CHT.sidebyside.pl <- ggplot(group.level.all,
aes(x=VOT, y=p, color=ambigPhoneme, group=ambigPhoneme)) +
geom_hline(yintercept=0,colour = "black",linewidth=1) +
geom_line(linewidth=3) +
geom_errorbar(width=0.05, size=3, aes(ymin=ci_low, ymax=ci_high)) +
geom_point(pch=21, fill='white', size = 3) +
facet_wrap(~contextCondition,
labeller = labeller(contextCondition = c(
"L" = "Text-Before",
"R" = "Text-After"
))) +
ylab('Proportion /t/ choice') +
xlab('VOT (ms)') +
ggtitle('CHT Main Effect') +
FormSense_theme() +
scale_fill_manual(values=c("#5e3c99", "#e66101"), aesthetics = c("color", "fill"), name = "Shifted\nPhone")
CHT.sidebyside.pl
# ggsave(plot = CHT.before.pl, "HW2-CHT-before.png",
# width = 12, height = 8, units = "in")
Here are the numbers from the classic Pisoni & Tash (1974) paper, so first let’s see how we’d plot them
#### Pisoni & Tash (1974) plot
PT.extracted.data <- data.frame(
VOT = c(0, 10, 20, 30, 40, 50, 60),
rt = c(500, 494, 544, 580, 478, 481, 482)
)
PT.extracted.data <- PT.extracted.data %>%
mutate(logRT = log(rt)) %>%
mutate(zRT = (logRT - mean(logRT)) / sd(logRT))

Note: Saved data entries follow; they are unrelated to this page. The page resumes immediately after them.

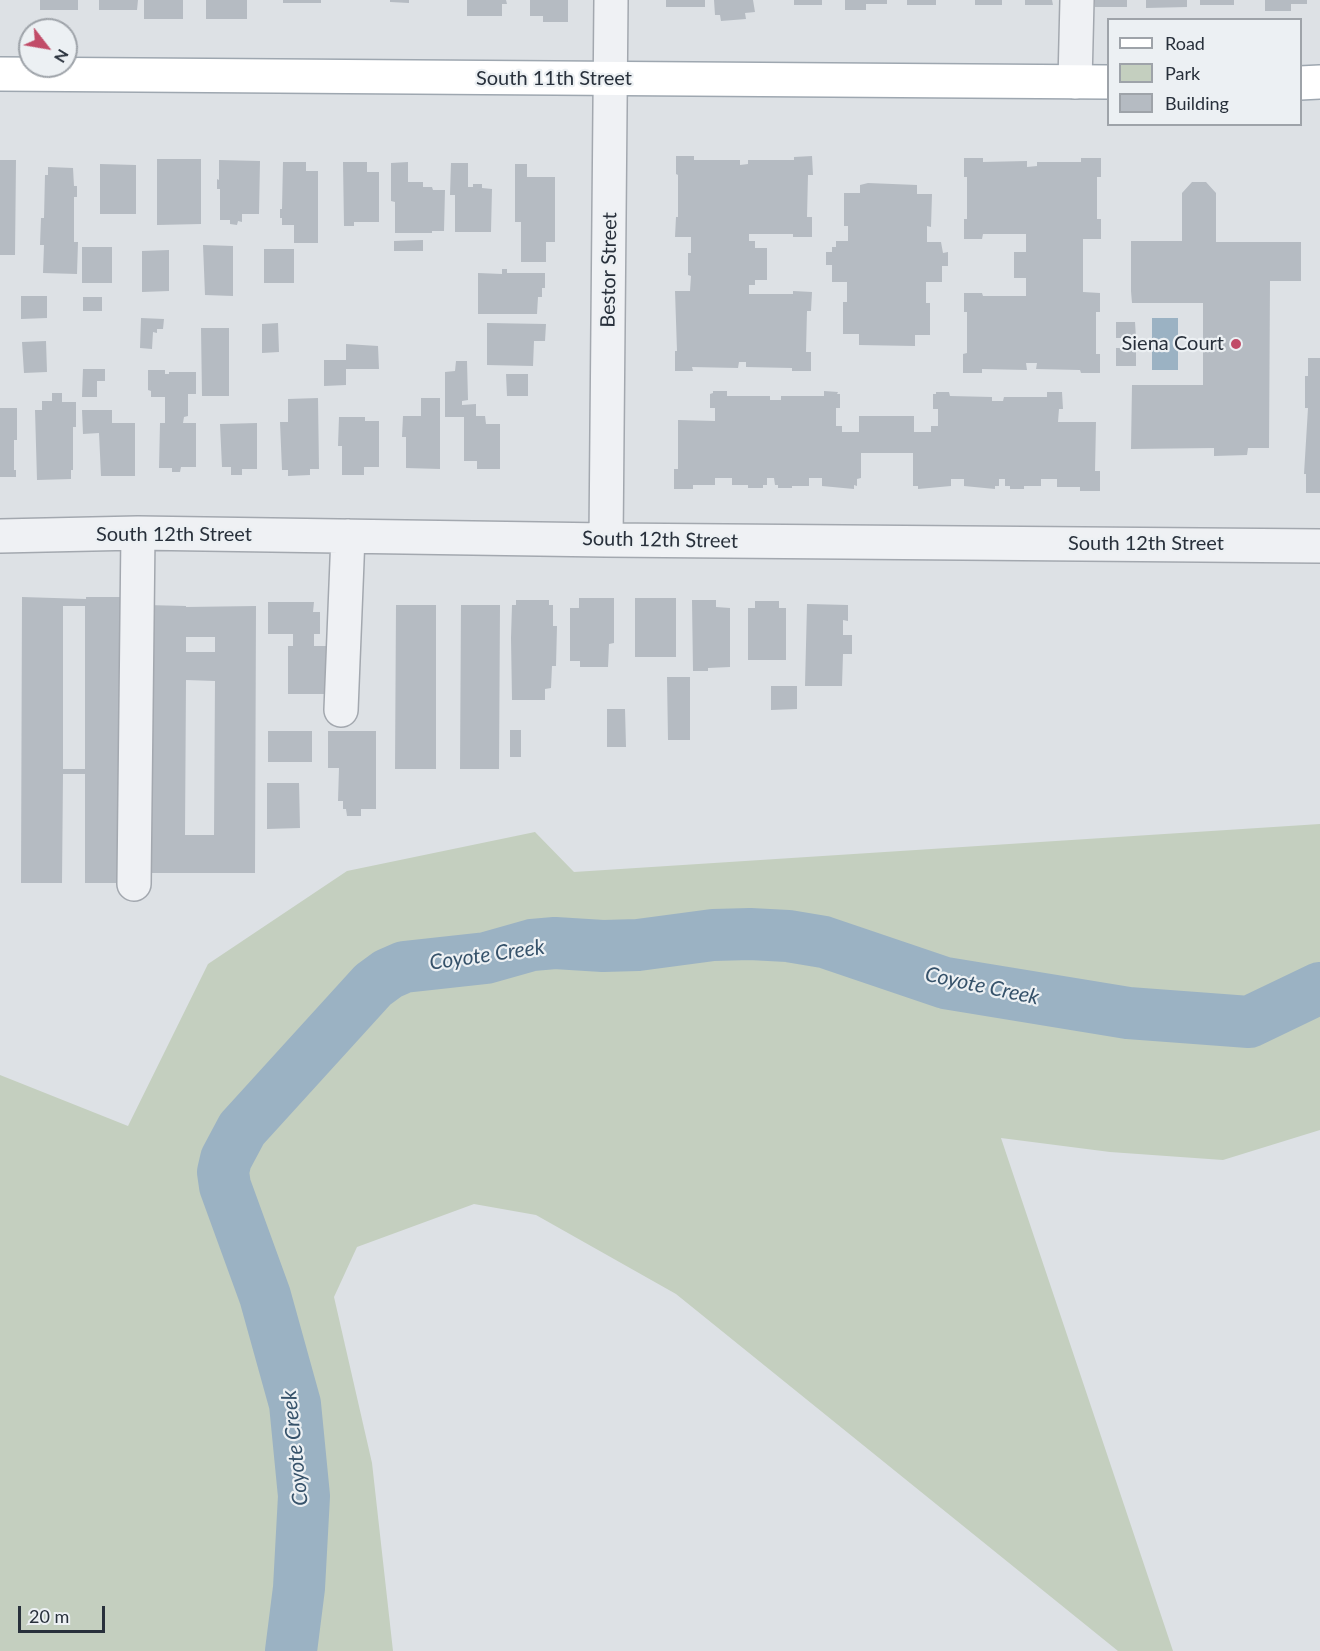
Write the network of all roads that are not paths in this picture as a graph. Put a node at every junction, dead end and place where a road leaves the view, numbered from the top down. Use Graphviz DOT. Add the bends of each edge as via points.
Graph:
graph roads {
  1 [pos="611,0"];
  2 [pos="1077,0"];
  3 [pos="0,74"];
  4 [pos="611,79"];
  5 [pos="1075,82"];
  6 [pos="1107,82"];
  7 [pos="1302,82"];
  8 [pos="1320,82"];
  9 [pos="138,533"];
  10 [pos="0,536"];
  11 [pos="348,536"];
  12 [pos="606,540"];
  13 [pos="1320,546"];
  14 [pos="341,710"];
  15 [pos="134,884"];
  1 -- 4 [label="street, Bestor Street"];
  2 -- 5 [label="street"];
  3 -- 4 [label="main road, South 11th Street"];
  4 -- 5 [label="main road, South 11th Street"];
  4 -- 12 [label="street, Bestor Street"];
  5 -- 6 [label="main road, South 11th Street"];
  7 -- 8 [label="main road"];
  9 -- 10 [label="street, South 12th Street"];
  9 -- 11 [label="street, South 12th Street"];
  9 -- 15 [label="street"];
  11 -- 12 [label="street, South 12th Street"];
  11 -- 14 [label="street"];
  12 -- 13 [label="street, South 12th Street"];
}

pisoni_style_plot <- ggplot(PT.extracted.data, aes(x = VOT, y = rt)) +
geom_line(linetype = "dashed", color = "black", linewidth = 2) +
geom_point(size = 5, color = "black", shape = 24, fill = "black") +
labs(
title = "Replotting Empirical RTs\nfrom Pisoni & Tash (1974)",
x = "Raw VOT",
y = "Mean RT (ms)"
) +
scale_x_continuous(breaks = seq(from = 0,
to = 60,
by = 10)) +
geom_vline(xintercept = 30, color = "steelblue", linetype = "dashed", linewidth = 1) +
single_pane_theme() +
scale_y_continuous(limits = c(450, 600))
pisoni_style_plot
Let’s apply that basic outline here.
CHT.rts.to.plot <- CHT.exp2.df %>%
group_by(VOT) %>%
summarise(meanRT = mean(rt), .groups = "drop")

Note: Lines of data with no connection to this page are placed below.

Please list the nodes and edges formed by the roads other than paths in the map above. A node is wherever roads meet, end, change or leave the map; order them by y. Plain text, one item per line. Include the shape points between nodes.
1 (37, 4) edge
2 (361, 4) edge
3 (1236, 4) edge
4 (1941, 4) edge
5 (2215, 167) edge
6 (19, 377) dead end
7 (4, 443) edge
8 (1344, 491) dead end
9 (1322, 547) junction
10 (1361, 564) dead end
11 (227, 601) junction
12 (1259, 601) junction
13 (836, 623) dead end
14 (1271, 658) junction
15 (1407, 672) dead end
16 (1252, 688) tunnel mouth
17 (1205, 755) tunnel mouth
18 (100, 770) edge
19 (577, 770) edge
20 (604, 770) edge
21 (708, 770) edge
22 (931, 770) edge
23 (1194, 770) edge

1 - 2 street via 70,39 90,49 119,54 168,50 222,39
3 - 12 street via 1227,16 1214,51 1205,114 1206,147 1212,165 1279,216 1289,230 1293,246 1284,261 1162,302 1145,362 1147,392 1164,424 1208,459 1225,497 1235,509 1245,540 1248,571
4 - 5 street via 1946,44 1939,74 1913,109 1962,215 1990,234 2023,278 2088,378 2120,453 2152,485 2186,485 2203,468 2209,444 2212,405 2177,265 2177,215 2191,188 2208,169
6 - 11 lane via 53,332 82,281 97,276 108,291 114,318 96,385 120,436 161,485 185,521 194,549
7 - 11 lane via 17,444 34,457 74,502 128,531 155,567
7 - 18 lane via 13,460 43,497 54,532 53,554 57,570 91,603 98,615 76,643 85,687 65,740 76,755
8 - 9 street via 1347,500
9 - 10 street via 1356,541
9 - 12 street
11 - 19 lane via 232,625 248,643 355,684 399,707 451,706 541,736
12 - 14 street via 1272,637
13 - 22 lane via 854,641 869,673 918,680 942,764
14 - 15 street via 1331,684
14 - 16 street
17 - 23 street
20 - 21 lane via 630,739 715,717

pl.messy <- ggplot(data = CHT.rts.to.plot, aes(x = VOT, y = meanRT)) +
geom_line(linetype = "dashed", color = "black", linewidth = 2) +
geom_point(size = 5, color = "black", shape = 24, fill = "black") +
labs(title = "Empirical RTs from CHT\nas a function of VOT level",
y = "Raw RT",
x = "Raw VOT",
color = "Experiment / Condition") +
scale_x_continuous(breaks = seq(from = 10,
to = 85,
by = 15)) +
scale_color_viridis_d() +
single_pane_theme() +
theme(strip.text = element_text(size = axisTextSize, face = "bold"))
pl.messy
Cool!
This plot is just means, but we really would like some confidence intervals on each point to see visually whether this seems robust given the spread of the distribution.

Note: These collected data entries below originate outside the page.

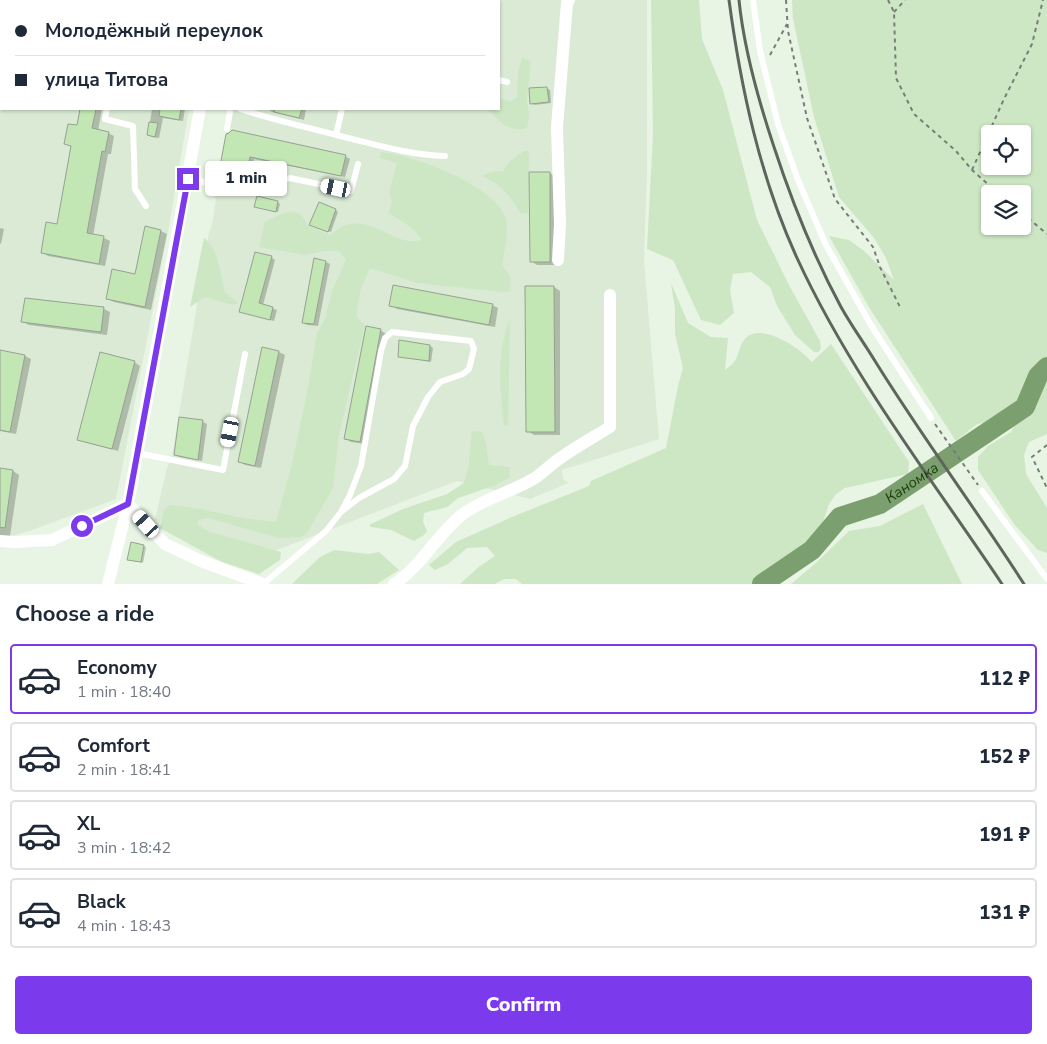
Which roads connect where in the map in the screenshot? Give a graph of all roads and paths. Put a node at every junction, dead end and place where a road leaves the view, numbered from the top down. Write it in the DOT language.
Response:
graph roads {
  1 [pos="569,0"];
  2 [pos="753,0"];
  3 [pos="786,0"];
  4 [pos="888,0"];
  5 [pos="905,0"];
  6 [pos="1044,0"];
  7 [pos="894,12"];
  8 [pos="788,24"];
  9 [pos="764,66"];
  10 [pos="500,80"];
  11 [pos="507,82"];
  12 [pos="107,110"];
  13 [pos="200,110"];
  14 [pos="243,110"];
  15 [pos="342,110"];
  16 [pos="230,112"];
  17 [pos="227,129"];
  18 [pos="336,135"];
  19 [pos="445,156"];
  20 [pos="358,164"];
  21 [pos="972,170"];
  22 [pos="188,179"];
  23 [pos="990,185"];
  24 [pos="146,206"];
  25 [pos="1031,221"];
  26 [pos="1047,234"];
  27 [pos="558,260"];
  28 [pos="610,295"];
  29 [pos="900,307"];
  30 [pos="245,354"];
  31 [pos="931,418"];
  32 [pos="1047,444"];
  33 [pos="137,453"];
  34 [pos="1047,488"];
  35 [pos="982,491"];
  36 [pos="128,504"];
  37 [pos="341,512"];
  38 [pos="0,541"];
  39 [pos="1047,579"];
  40 [pos="108,584"];
  41 [pos="263,584"];
  42 [pos="394,584"];
  1 -- 27 [label="street"];
  2 -- 9 [label="lane"];
  3 -- 8 [label="path"];
  4 -- 7 [label="path"];
  5 -- 7 [label="path"];
  6 -- 21 [label="path"];
  7 -- 21 [label="path"];
  8 -- 9 [label="path"];
  8 -- 29 [label="path"];
  9 -- 31 [label="lane"];
  10 -- 11 [label="lane"];
  12 -- 24 [label="lane"];
  13 -- 22 [label="street"];
  14 -- 18 [label="lane"];
  15 -- 18 [label="lane"];
  16 -- 17 [label="lane"];
  18 -- 19 [label="lane"];
  20 -- 22 [label="lane"];
  21 -- 23 [label="path"];
  22 -- 33 [label="street"];
  25 -- 26 [label="path"];
  28 -- 42 [label="street"];
  30 -- 33 [label="lane"];
  31 -- 35 [label="path"];
  32 -- 34 [label="path"];
  33 -- 36 [label="street"];
  35 -- 39 [label="lane"];
  36 -- 38 [label="street"];
  36 -- 40 [label="street"];
  36 -- 41 [label="street"];
  37 -- 37 [label="lane"];
  37 -- 41 [label="lane"];
}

Let’s try to do that together!
Hint: - We’re dealing with continuous rather than binomial trials
now,… - Thus we can probably model this via a t-distribution - Recall
the qt() function for calculating the qualtile function
over the t-distribution
(In the markdown you’ll see there is a code cell that’s hidden DO NOT EXPAND this until you first try figuring it out yourself / collaboratively)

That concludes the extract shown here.